Correct Answer is ["A","E","H"]
Explanation
Choice A:
Blood pressure. The normal blood pressure range for a newborn is 60 to 80 mm Hg systolic and 40 to 50 mm Hg diastolic. The baby's blood pressure is low, which could indicate shock, dehydration, infection, or heart failure. This requires immediate follow-up to identify and treat the cause.
Choice B:
Gastrointestinal disturbances. Gastrointestinal disturbances such as vomiting and diarrhea are common symptoms of neonatal abstinence syndrome (NAS), which is a withdrawal syndrome of infants after birth caused by in-utero exposure to drugs of dependence, most commonly opioids. These symptoms are not life-threatening and can be managed with supportive care such as hydration, nutrition, and comfort measures.
Choice C:
Skin color. Skin color is not a reliable indicator of NAS, as it can vary depending on the baby's ethnicity, temperature, oxygenation, and circulation.
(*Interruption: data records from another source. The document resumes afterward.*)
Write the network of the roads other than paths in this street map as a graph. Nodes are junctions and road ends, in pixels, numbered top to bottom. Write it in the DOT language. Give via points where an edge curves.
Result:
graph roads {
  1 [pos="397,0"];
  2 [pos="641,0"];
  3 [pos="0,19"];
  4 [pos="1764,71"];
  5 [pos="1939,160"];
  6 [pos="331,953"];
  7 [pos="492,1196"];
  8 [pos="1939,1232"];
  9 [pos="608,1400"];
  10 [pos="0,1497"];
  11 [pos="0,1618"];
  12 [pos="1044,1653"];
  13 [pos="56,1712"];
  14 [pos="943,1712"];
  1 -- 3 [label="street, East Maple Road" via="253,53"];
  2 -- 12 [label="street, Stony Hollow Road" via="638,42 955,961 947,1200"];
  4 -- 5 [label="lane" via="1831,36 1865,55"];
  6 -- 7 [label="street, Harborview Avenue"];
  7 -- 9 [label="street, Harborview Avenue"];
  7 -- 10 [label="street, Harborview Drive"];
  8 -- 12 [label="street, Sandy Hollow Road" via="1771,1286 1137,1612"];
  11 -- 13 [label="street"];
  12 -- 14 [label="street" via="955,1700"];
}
Skin color alone does not require immediate follow-up unless it is accompanied by other signs of distress such as cyanosis, pallor, or jaundice.
Choice D:
NAS score. NAS score is a tool used to assess the severity of withdrawal symptoms in infants with NAS. It includes items such as tremors, irritability, sleep problems, muscle tone, reflexes, seizures, yawning, sneezing, feeding, vomiting, stooling and temperature. A high NAS score indicates that the baby needs more intensive treatment such as medication to ease the withdrawal process. A low NAS score indicates that the baby is coping well and may not need medication. The NAS score should be monitored frequently and adjusted according to the baby's response.
Choice E:
Temperature. The normal temperature range for a newborn is 36.5 to 37.5°C (97.7 to 99.5°F). The baby's temperature is high, which could indicate infection, dehydration or hyperthermia. This requires immediate follow-up to identify and treat the cause.
Choice F:
Oxygen saturation. The normal oxygen saturation range for a newborn is 95 to 100%. The baby's oxygen saturation is within the normal range and does not require immediate follow- up unless it drops below 90% or rises above 100%, which could indicate hypoxia or hyperoxia respectively.
Choice G:
Central nervous system disturbances. Central nervous system disturbances such as seizures, tremors, irritability, and overactive reflexes are common symptoms of NAS. These symptoms are not life-threatening and can be managed with supportive care such as swaddling, rocking, dimming lights, and reducing noise.
Choice H:
Respiratory rate. The normal respiratory rate range for a newborn is 40 to 60 breaths per minute. The baby's respiratory rate is high, which could indicate respiratory distress, infection, pain, or anxiety. This requires immediate follow-up to identify and treat the cause.